Pour renflouer les entreprises à la suite de la crise du Covid-19, les pouvoirs publics ont conclu avec le secteur bancaire un accord “Bazooka” d’un montant de 50 milliards d’euros au printemps 2020. Un accord largement sous-exploité, d’après nos confrères du Standaard.

Les entreprises ont pourtant bien besoin de soutien. Le bureau d’études Graydon et la Fédération des entreprises de Belgique (FEB), dans une étude publiée il y a 15 jours, ont établi qu’une entreprise sur trois a besoin de soutien financier. Il s’agit principalement de petites structures employant moins de 50 travailleurs : elles cumulent 43,6 milliards de besoin d’argent frais. Et pourtant, seuls 2 des 50 milliards prévus ont été utilisés. En cause : les conditions d’accès très strictes pour ces prêts, pourtant garantis à 80 % par l’État. Les banques considèrent que le rendement qu’elles peuvent espérer de la part de l’État est trop bas au regard du risque pris.

Un secteur belge solide

Pourtant, les banques ne manquent pas de moyens. D’après le rapport de stabilité financière 2020 de la Banque nationale (BNB), les ratios “de solidité financière” du secteur belge, fin 2019, étaient largement supérieurs à ceux de leurs pairs européens en moyenne (rendement sur fonds propres de 10 %, pourcentage de prêts non performants inférieur à 2 %, ratio de solvabilité de près de 19 %, etc.).

Bref, il y aurait de la marge pour plus de solidarité, comme demandé par le ministre des Finances Vincent Van Peteghem (CD&V) il y a une bonne semaine à la Chambre.

Un outil pour la relance

Les fédérations patronales comme l’UCM (Union des classes moyennes) et Unizo en Flandre sont souvent interpellées par les PME pour que les banques privilégient plutôt des formules de crédit comme les crédits de caisse.

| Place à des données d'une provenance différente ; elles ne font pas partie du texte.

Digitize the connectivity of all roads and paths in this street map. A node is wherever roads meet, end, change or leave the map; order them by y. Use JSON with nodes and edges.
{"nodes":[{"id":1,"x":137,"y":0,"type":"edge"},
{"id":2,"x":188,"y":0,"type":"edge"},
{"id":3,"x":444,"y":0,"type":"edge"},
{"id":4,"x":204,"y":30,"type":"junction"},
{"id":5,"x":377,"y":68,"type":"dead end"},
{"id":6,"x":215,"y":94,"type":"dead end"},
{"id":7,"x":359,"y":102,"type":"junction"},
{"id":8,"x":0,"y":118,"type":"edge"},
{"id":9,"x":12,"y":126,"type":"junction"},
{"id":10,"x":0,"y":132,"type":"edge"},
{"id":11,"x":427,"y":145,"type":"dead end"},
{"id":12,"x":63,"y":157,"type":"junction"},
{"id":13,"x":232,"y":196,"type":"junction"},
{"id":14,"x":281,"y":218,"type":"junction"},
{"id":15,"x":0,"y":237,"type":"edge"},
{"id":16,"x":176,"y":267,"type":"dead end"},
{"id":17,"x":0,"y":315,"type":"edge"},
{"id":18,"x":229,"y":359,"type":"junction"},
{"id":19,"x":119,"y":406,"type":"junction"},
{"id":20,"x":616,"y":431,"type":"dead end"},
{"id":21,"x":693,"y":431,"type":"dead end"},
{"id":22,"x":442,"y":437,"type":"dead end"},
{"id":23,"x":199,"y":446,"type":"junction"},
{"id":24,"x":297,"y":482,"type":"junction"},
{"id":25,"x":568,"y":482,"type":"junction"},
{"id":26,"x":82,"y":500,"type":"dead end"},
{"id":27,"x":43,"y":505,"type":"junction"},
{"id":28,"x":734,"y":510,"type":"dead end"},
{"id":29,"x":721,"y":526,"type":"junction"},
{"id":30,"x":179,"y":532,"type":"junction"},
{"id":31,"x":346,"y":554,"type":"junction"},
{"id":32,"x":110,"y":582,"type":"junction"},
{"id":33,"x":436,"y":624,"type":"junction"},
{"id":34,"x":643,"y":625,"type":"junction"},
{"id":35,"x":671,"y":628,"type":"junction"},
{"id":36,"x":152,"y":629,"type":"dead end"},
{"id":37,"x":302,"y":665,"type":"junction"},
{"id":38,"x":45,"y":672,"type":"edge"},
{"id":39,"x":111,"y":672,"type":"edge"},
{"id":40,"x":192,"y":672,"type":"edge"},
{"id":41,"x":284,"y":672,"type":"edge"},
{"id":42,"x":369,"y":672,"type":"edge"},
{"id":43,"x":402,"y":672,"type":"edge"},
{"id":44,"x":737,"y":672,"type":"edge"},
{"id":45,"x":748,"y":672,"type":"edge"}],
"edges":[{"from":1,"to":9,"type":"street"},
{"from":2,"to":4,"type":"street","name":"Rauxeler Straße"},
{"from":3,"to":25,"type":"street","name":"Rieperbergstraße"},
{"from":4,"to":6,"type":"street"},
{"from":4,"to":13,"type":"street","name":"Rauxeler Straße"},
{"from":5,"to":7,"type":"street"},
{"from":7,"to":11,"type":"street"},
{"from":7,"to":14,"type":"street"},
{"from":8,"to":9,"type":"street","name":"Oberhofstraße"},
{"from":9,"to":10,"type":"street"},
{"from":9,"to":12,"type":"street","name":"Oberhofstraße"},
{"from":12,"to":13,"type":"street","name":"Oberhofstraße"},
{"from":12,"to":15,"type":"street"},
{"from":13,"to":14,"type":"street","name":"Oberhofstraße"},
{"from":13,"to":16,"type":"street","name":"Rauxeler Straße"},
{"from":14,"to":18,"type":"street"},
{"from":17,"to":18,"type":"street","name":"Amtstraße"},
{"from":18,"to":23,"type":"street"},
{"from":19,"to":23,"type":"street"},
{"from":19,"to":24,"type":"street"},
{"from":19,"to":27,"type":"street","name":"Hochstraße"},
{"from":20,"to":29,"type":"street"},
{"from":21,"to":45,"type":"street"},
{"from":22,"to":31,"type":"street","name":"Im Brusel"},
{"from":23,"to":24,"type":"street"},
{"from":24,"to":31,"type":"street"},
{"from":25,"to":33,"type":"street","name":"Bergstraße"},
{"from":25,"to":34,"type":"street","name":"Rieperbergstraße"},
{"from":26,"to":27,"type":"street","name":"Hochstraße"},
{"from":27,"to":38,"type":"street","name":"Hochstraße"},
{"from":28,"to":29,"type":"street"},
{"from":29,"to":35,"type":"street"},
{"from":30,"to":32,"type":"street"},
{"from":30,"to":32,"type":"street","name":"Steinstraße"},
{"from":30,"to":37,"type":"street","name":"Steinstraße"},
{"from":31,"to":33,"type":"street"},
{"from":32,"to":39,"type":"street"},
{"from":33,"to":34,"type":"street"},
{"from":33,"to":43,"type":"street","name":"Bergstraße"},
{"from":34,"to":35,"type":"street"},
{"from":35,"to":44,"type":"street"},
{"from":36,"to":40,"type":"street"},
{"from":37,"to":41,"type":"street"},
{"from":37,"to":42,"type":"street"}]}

Elles exigeraient également davantage de garanties, notamment hypothécaires. Pour l’UCM et Unizo, les banques peuvent donc faire plus pour soutenir les entreprises.

Febelfin, la Fédération belge du secteur financier, reconnaît que le système “Bazooka” est très peu utilisé. “Mais cela peut encore changer. Ces mesures bazooka ne doivent pas être utilisées comme une substitution au moratoire sur les crédits (qui porte, lui, sur les reports de paiement, NdlR). Il doit s’agir d’argent frais. Lorsque la relance sera en marche, la demande va augmenter, par exemple pour financer l’achat de stocks de marchandises”, estime Karel Baert, CEO de Febelfin. Interrogé par La Libre il y a quelques jours, l’homme ne disait pas autre chose : “Le contexte actuel n’incite pas encore à investir. Dans le cadre de la relance, cet outil sera par contre très utile, je pense.”

Febelfin se défend

Piquée au vif par ces nouvelles critiques, la fédération a réagi pour défendre sa position et les mesures déjà mises en place. “Le secteur financier se concentre plus que jamais sur le soutien à l’économie et aux entreprises. Il faut savoir que la nouvelle prolongation des reports de paiement pour les crédits aux entreprises constitue déjà un engagement plus large que ce que prévoyait le cadre européen. Mais les banques continuent par ailleurs aussi d’accorder de nombreux crédits aux entreprises”, se défend Febelfin dans un communiqué. Tout en précisant que l’octroi de crédit aux entreprises est demeuré plus que jamais stable pendant cette crise, que le taux moyen des nouveaux crédits se montait à moins de 1,5 %, et que le problème était plutôt dans l’absence de demande, l’investissement des entreprises étant en chute libre. Une chose est sûre : le débat n’est pas clos, même si Febelfin regrette “que les efforts intenses déployés ces derniers mois pour offrir, tant aux particuliers qu’aux entreprises, le soutien nécessaire puissent être mis à mal par certains médias”.